Figure 1. Ethical Matrix
The ethical matrix captures all the stakeholders on the rows and the concerns on the columns. All stakeholders should be represented, and all concerns should be ranked. The auditor then populates and considers every cell in this exercise of practical ethics. Figure 1 is an example that O’Neil prepared based on a study about financial lending credit scores in the appendix of Equality of Opportunity in Supervised Learning by Hardt et al.
Hardt et al. were studying the relationship between the financial results of a hypothetical lender and different racial fairness standards. They applied five different standards of racial fairness and then modeled financial results.
O’Neil’s matrix concisely captured the three key stakeholders on the rows:
- the lending company.
- White customers.
- Black customers.
The columns then captured four key concerns in this study:
- company profitability.
- risk of false positives.
- risks of false negatives.
- credit report data quality.
By completing each cell in the matrix, the auditor can begin to form a perspective on the fairness of how the credit-lending algorithm is being applied to their customers.
As shown in Figure 2, profits are maximized when the lowest standard of fairness is applied and decreases as stronger standards of fairness are applied.
Figure 2
This outcome limits individual companies’ willingness to implement fairer algorithms in a competitive market. If society wants a fairness standard to be applied, it will need to be mandated and enforced consistently across the market to maintain a level playing field. O’Neil reinforced her message that fairness is a societal decision and not a mathematical construct in and of itself.
O’Neil then transitioned to a primer on ORCAA’s new explainable fairness framework. Her hypothesis is that when people ask to have an algorithm explained to them, they are not asking for an explanation of the math, machine learning or AI. Rather, they want to understand how and why the outcomes are fair. ORCAA’s audits focus on outcomes — how algorithms are used — and not how they are built.
“As an algorithmic auditor, I never care how an algorithm was built,” O’Neil said. “I don’t even care what the inputs of the algorithm were. I just care how it treats people.”
She focused on explainable fairness from the lens of a regulator focused on whether a law or regulation has been implemented fairly. Within the insurance industry, Colorado is leading the way with new fairness legislation, while other states are considering similar legislation or regulation. Key definitions are left to rule makers, so the industry knows how to run their businesses in compliance. In every situation, someone must define the outcome(s) of interest and the thresholds for fairness, which requires negotiation between regulators and the industry to make this all workable.

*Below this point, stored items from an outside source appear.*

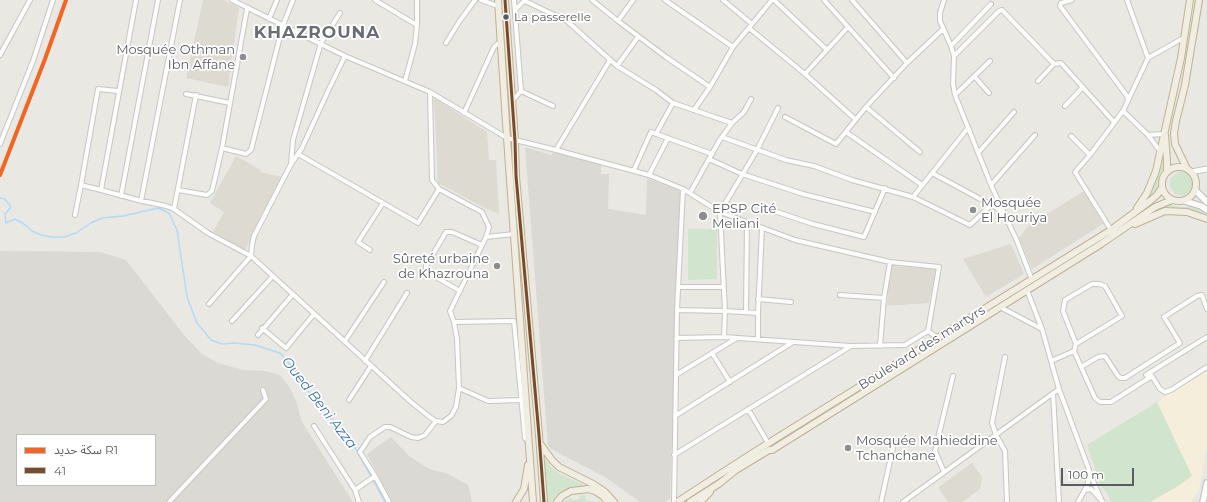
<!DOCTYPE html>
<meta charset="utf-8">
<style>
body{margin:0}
#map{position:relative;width:1207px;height:502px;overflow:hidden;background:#e9e8e3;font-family:Montserrat,"Noto Sans Arabic",sans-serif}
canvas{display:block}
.legend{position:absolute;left:16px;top:434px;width:140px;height:52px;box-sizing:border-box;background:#fff;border:1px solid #bdbec0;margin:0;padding:5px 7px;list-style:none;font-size:12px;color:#595c61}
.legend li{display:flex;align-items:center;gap:8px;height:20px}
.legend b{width:20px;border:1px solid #bdbec0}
.scale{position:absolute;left:1061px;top:468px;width:73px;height:18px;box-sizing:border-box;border:2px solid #595c61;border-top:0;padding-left:5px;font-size:12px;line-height:14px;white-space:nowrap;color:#595c61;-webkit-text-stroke:3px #fff;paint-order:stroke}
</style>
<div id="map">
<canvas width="1207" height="502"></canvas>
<ul class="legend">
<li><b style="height:5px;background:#f26522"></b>سكة حديد R1</li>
<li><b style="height:5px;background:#7a4b2a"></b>41</li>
</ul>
<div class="scale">100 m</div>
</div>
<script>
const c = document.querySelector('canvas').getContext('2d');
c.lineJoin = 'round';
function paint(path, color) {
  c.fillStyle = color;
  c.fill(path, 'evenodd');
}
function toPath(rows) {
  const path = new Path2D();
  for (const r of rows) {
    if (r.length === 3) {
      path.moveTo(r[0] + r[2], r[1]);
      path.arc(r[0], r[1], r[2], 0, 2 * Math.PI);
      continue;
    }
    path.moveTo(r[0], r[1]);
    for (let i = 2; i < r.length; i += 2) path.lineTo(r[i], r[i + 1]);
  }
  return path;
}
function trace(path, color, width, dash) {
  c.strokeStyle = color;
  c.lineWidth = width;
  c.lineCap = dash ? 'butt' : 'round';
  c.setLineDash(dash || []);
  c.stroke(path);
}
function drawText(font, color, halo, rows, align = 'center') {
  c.font = font + ' Montserrat,sans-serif';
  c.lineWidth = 3.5;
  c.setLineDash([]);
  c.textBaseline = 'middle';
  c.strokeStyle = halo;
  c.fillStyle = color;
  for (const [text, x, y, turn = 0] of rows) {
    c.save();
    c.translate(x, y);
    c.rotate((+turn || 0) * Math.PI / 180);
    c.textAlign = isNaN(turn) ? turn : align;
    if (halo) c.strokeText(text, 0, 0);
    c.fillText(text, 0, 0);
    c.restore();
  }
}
paint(toPath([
 [1207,370,1207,446,1198,494,1196,494,1192,502,1150,502,1178,486,1192,476,1157,402]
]), '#f4eedb');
paint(toPath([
 [525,147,551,155,554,152,601,163,601,174,609,174,608,209,646,215,647,178,680,191,670,499,664,502,640,502,605,477,551,449,548,446],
 [0,251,100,252,126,260,184,335,202,354,218,363,243,370,266,371,280,375,290,388,296,401,302,422,353,502,0,502],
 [17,435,155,435,155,485,17,485],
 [391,437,408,455,422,465,435,471,446,473,468,485,472,502,392,502,367,454]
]), '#dad9d4');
paint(toPath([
 [203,0,224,0,239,8,228,87,186,78],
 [434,98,487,132,489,160,496,160,499,214,487,209,438,183],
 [236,156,261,170,260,172,281,177,245,250,213,232,224,212,210,203],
 [1084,191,1103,224,1032,269,1019,238,1029,225],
 [1011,244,1024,274,986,297,963,259],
 [890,266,936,269,929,303,887,306],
 [972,463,982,477,980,489,962,502,948,502,939,489,940,486]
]), '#dddad2');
paint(toPath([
 [1163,159,1166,166,1161,175,1157,191,1151,197,1150,196],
 [1179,172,1183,172,1190,175,1193,181,1193,189,1190,192,1183,196,1175,194,1170,187,1170,179,1173,176],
 [1169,204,1179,207,1185,207,1191,206,1204,211,1203,213,1173,209,1160,209],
 [688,229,717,229,717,279,688,280],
 [1157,402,1192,476,1178,486,1150,502,1111,502,1107,493,1101,486,1087,445],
 [542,455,551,467,560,474,592,489,579,487,572,487,562,492,552,502,547,502],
 [583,495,586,495,585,499,593,502,562,502,571,498,572,500,580,499,579,496]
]), '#d1e5ce');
trace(toPath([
 [0,198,5,199,11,207,5,214,6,223,15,219,24,224,32,231,41,235,51,237,64,237,76,233,91,223,102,218,123,216,158,208,169,213,177,230,187,297,197,323,211,340,222,344,234,343,255,345,280,353,295,370,301,384,309,392,325,412,348,435,385,502]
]), '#b5daf5', 1.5);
const minor = toPath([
 [232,0,345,56,430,92,507,138,556,150,649,175,683,189,720,212,795,240,890,262,939,267,928,331],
 [375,0,417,25],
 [481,0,498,6],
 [592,0,618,21,633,0],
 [665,0,733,47],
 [723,0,752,24],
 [774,0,826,49],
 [824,0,894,78],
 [852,0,907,63],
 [944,0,940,13,940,21,951,46,954,56,953,84,955,95,991,185,1017,241,1032,280],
 [1072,0,1061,3,1060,6,1127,96,1128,101],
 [1127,0,1148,58],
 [525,1,567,21,617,66,656,90,673,103,732,123],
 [515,10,525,0],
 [269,19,277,0],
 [618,21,666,57,710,87],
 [749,28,805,74,855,119],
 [446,43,459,22,475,0],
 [951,46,991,4],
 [0,55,30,0],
 [954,56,999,11,1002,10,1054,64,1061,63,1114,122],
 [617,66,638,37],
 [805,74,848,27],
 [974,76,989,93],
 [405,81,415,44,417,25,417,0],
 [1038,81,1054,64],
 [521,91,553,106],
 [186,94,230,103],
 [955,95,990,61],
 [513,100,521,91,514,0],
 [1065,106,1083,87],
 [866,107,920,152],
 [694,110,710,87,733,47,772,0],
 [1123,111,1148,135,1160,151],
 [464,113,494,47,501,41],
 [785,117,836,144,866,107,907,63,943,29],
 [846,132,922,185],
 [656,134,673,103],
 [1148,135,1164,134],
 [1071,136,1090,155],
 [722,137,786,160,814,166,852,180,913,197,970,225,991,205],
 [0,144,33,61,53,0],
 [222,148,246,154,251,150,283,25,293,0],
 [556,150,610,60],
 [978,153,1014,112],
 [298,154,418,223,439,189],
 [709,159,742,174,803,194,875,212],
 [291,164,293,140,321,43,340,13],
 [634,170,651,132,712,154],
 [932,173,997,208,1004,215],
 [649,175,668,138],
 [81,185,98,89,118,91],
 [991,185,1035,135],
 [101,190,136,0],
 [178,190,207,195,212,191,222,148,247,9],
 [690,193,719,141,732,123,744,112,751,99],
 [121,196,158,0],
 [913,197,968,128],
 [141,201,180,0],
 [174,209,196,95],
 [771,210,813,224,864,237,885,188],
 [75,215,81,185,101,190,138,200,166,206,174,209,208,233,251,256,411,402,431,418,436,421,443,422,451,416,456,407,459,388,457,339,454,322,450,311,486,237,489,227,482,212,439,189,432,180,430,92],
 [1111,230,1075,172,1090,155,1123,111,1148,58,1185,37],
 [486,237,514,234],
 [370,250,358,242,383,203],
 [678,287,724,287],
 [1027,290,1042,329,1059,389,1089,470,1089,478,1087,486,1078,502],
 [460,291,427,272,426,270,426,266,446,232,452,232,482,245],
 [840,295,884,298],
 [758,299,791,302],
 [209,304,251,256,252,245,254,236,291,164,302,148,328,91,345,56],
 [1000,307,1042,329],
 [677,310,725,311,724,337],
 [746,312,747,222],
 [758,313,725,311,720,212,757,150,778,108],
 [232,321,273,276],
 [454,322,514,321,525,438,528,440],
 [262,328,286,348,314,314],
 [928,331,939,339],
 [258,335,293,294],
 [677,338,724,337,851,346,905,345,928,331],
 [758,339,758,313,762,228],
 [345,341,384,282],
 [1076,344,1063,311,1065,300,1092,284,1099,284,1105,286,1122,316,1076,344,1074,351,1095,398,1100,402,1111,402,1152,376],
 [880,346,884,298,890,262],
 [712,353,730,382],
 [1005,357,992,423,996,435,1005,451,1007,502],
 [365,361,407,293],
 [1051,361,1074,351],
 [1081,367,1098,357,1105,356,1118,376,1121,378,1125,378,1180,343,1164,317,1197,296,1202,295,1207,309],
 [1150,373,1160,389,1165,392,1171,390,1207,367],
 [676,375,737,338],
 [1146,375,1207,337],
 [459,388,488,401,521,400],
 [1053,393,1059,502],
 [349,400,371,366],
 [748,409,768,443],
 [675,416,793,342],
 [314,426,355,490,359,502],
 [674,455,851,346],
 [944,472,935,451,953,376],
 [1090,474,1101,499],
 [355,490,375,476],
 [1085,490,1091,489,1103,502],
 [169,502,266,399,263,390],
 [389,502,375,476,360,452,370,437,385,427,390,427,411,437,418,438,425,435,436,421],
 [674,502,677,310,683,189],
 [881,502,894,443],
 [903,502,1059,389]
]);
const tertiary = toPath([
 [1191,172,1207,169]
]);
const secondary = toPath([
 [1195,190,1207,202],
 [1185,201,1201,206,1207,210],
 [1203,502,1207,483]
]);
const trunk = toPath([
 [498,0,507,138,533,502],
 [505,0,515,141,516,176,539,435,544,502],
 [1165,135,1167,160,1167,172],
 [1179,184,17],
 [1187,169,1175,144,1174,133,1176,121,1185,85,1199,0],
 [1137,208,1147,193,1156,171,1181,58,1190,0],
 [1135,224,1165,211,1187,212,1207,219],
 [541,445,552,460,559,467,593,484,605,492,614,502],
 [516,502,524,489,528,465],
 [557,502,562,496,571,491,588,489,595,491,603,496,608,502],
 [677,502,751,454,1111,230,1150,201,1157,195,1162,188],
 [690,502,720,483,736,470,769,450,772,450,1101,244,1155,207,1172,200],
 [700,502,710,492]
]);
trace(minor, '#c6c6c5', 6);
trace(tertiary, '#c6c6c5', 7);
trace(secondary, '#c5c5c3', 8);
trace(trunk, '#bfb192', 8);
trace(minor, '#fcfcfb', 4);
trace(tertiary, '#fcfcfb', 5);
trace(secondary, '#fcfcfb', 5.5);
trace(trunk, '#f0ede3', 6);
trace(toPath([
 [0,165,42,58,62,0]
]), '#e1e1e0', 1.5, [1, 5]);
trace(toPath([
 [505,0,515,141,516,176,539,435,544,502]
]), '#7a4b2a', 3);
trace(toPath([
 [0,175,45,59,66,0]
]), '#f26522', 4);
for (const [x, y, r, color] of [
 [506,17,3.5,"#595c61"],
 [243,57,4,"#8b8d8e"],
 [973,210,4,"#8b8d8e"],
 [703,216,5,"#8b8d8e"],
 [497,266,4,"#8b8d8e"],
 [848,448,4,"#8b8d8e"]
]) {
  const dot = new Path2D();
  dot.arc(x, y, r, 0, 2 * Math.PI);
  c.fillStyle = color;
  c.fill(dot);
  trace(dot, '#fff', 1.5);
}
drawText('12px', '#595c61', '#fff', [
 ["La passerelle",514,17]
], 'left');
drawText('13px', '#595c61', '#fff', [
 ["Mosquée Othman",235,50,"right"],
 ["Ibn Affane",235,65,"right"],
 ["Mosquée",981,203],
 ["El Houriya",981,218],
 ["EPSP Cité",712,209],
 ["Meliani",712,224],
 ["Sûreté urbaine",489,259,"right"],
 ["de Khazrouna",489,274,"right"],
 ["Mosquée Mahieddine",856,441],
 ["Tchanchane",856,456]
], 'left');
drawText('13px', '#595c61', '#fff', [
 ["Boulevard des martyrs",922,348,-32]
]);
drawText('italic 14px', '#3e75ae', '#fff', [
 ["Oued Beni Azza",319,403,52]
]);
c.letterSpacing = '1px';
drawText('bold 17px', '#6a6e73', '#fff', [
 ["KHAZROUNA",317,33]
]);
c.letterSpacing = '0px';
</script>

O’Neil shared two illustrative use cases for explainable fairness: student lending and disability insurance. In all cases, we must define the outcomes of interest for the situation and then measure outcomes for various interested classes. The negotiation comes into play when deciding which factors are considered “legitimate” and what “significant” means. These are not math problems, but rather legal and ethical decisions to be made in collaboration.
She closed by emphasizing the importance of values, monitoring and negotiation in the fair use of algorithms. To return to her cockpit metaphor, explainable fairness for algorithms requires a dashboard with many dials and metrics. The dashboard must be custom built for the specific algorithm application to assess fairness.
Dale Porfilio, FCAS, MAAA, is the chief insurance officer for the Insurance Information Institute.